## What to work on
What lines in the data below mention the string "nodes"? Copy them out.

[[ Data extract, beginning ]]

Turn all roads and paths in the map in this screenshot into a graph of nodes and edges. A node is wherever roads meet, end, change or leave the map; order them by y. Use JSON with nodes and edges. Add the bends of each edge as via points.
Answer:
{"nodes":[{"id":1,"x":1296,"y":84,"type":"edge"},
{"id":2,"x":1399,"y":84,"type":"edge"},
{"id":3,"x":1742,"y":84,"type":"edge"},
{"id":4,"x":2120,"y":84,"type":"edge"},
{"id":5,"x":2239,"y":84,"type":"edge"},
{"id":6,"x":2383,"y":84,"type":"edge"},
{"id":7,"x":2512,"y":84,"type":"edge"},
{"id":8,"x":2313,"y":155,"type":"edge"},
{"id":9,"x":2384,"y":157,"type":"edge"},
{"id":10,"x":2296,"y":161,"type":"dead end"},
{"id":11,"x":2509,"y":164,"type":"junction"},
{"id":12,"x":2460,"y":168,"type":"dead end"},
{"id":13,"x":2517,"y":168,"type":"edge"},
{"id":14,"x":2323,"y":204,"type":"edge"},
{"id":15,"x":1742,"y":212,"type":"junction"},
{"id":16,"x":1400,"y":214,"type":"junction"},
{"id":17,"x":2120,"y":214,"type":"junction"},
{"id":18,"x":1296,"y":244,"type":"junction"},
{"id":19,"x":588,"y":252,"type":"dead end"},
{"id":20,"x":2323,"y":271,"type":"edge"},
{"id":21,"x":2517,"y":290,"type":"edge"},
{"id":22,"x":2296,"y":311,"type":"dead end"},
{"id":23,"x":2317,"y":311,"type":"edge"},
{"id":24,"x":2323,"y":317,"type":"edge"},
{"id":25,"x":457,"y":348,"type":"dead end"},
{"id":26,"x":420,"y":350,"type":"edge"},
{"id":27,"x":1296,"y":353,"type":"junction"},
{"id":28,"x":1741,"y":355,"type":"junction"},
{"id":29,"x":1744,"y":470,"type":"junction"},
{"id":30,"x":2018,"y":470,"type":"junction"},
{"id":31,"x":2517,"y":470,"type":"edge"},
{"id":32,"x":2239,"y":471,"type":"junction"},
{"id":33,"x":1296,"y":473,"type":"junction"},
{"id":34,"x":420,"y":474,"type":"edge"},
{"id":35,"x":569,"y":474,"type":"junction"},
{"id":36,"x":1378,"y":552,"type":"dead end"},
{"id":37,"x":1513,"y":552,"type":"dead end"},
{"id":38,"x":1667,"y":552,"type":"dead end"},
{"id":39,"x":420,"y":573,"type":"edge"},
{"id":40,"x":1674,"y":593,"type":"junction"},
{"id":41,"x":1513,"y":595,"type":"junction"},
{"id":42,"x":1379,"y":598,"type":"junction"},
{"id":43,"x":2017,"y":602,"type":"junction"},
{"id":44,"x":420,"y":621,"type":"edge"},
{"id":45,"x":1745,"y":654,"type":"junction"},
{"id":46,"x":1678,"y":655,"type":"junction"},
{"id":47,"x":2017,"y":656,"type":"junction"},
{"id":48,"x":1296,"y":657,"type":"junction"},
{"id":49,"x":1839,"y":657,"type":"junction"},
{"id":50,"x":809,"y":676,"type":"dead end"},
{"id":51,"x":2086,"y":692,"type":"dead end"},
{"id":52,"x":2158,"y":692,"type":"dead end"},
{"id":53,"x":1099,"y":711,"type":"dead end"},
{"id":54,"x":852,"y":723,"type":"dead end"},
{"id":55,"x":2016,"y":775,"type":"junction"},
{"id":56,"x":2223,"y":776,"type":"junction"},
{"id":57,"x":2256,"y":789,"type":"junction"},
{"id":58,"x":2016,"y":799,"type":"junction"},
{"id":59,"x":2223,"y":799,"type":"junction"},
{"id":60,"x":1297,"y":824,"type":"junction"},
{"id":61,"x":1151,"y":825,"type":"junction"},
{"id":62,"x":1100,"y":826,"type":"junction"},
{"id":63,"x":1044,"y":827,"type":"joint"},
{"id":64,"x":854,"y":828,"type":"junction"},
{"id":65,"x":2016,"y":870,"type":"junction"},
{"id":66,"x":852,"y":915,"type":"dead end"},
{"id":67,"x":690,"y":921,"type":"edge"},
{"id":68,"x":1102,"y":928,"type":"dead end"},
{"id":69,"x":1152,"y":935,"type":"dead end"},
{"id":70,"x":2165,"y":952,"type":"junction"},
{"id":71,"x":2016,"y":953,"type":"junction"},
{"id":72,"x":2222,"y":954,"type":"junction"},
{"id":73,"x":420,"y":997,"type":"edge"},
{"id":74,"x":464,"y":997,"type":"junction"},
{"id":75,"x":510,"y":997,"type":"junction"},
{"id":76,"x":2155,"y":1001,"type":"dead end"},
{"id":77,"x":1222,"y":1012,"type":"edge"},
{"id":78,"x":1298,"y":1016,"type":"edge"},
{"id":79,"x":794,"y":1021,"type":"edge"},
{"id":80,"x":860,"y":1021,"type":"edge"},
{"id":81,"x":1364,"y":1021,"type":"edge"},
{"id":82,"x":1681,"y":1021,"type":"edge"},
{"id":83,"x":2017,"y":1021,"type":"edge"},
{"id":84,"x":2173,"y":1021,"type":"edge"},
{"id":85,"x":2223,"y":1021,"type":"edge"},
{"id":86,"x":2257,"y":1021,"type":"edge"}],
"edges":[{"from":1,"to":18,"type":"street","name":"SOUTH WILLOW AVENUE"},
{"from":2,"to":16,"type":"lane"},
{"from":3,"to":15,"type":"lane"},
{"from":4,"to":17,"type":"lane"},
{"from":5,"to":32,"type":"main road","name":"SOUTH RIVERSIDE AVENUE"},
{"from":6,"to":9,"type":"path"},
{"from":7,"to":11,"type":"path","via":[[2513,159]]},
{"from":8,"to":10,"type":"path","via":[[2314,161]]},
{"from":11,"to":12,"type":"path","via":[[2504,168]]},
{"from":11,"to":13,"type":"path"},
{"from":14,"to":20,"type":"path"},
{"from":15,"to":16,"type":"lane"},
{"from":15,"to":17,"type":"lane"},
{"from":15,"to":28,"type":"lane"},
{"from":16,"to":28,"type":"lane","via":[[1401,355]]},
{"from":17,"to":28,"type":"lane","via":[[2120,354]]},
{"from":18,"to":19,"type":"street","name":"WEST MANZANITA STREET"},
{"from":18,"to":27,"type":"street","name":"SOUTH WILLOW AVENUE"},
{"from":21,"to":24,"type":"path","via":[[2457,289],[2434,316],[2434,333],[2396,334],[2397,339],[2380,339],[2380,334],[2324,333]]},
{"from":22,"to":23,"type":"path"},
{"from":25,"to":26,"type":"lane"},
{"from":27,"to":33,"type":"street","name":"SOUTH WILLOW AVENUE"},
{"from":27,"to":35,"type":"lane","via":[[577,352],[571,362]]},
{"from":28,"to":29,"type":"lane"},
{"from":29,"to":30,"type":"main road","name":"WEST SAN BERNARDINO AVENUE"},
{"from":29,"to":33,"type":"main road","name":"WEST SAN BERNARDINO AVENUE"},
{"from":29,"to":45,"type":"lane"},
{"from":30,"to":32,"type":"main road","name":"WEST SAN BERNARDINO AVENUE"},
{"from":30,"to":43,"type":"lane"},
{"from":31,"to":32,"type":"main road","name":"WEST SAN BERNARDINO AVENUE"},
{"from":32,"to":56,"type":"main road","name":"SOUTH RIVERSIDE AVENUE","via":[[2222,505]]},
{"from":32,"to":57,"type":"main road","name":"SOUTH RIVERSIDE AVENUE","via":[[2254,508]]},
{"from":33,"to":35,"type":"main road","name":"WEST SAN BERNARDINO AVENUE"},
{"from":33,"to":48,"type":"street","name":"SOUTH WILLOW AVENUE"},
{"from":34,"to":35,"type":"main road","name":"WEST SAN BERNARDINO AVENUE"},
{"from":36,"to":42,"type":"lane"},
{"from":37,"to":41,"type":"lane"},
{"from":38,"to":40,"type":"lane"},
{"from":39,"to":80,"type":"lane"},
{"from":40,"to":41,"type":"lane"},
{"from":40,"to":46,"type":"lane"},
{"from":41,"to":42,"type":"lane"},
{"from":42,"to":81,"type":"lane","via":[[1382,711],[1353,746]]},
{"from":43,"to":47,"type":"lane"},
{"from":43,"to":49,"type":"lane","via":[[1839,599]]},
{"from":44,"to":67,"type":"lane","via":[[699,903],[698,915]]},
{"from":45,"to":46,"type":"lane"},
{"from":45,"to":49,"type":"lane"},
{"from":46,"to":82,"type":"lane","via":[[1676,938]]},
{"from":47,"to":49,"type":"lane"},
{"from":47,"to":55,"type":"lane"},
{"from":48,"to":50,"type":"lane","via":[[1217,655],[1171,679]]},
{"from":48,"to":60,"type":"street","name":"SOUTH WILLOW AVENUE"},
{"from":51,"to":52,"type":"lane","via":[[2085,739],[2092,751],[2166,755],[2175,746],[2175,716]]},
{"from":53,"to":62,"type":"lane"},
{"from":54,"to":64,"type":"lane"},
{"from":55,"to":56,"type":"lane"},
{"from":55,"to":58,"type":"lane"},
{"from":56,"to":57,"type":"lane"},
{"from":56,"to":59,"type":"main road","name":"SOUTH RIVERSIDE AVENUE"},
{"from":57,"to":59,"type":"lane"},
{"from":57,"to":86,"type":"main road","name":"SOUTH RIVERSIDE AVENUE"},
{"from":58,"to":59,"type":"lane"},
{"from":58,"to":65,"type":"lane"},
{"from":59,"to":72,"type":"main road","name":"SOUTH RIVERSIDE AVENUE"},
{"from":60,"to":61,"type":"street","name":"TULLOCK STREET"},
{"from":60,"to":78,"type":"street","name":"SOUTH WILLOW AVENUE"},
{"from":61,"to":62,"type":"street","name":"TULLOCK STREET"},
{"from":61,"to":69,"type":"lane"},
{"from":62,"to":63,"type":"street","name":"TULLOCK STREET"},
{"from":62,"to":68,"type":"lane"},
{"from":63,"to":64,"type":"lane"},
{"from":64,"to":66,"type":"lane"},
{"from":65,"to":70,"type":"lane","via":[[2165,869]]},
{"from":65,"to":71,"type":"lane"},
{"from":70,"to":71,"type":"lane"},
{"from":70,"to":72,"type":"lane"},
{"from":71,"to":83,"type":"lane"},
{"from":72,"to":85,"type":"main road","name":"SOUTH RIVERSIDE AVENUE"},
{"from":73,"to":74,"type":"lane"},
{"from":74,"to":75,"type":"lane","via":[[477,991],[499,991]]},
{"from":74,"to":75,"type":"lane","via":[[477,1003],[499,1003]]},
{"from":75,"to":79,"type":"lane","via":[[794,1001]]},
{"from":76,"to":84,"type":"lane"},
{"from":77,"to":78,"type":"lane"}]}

[[ Data extract, end ]]

## Answer for the task
Turn all roads and paths in the map in this screenshot into a graph of nodes and edges. A node is wherever roads meet, end, change or leave the map; order them by y. Use JSON with nodes and edges. Add the bends of each edge as via points.
{"nodes":[{"id":1,"x":1296,"y":84,"type":"edge"},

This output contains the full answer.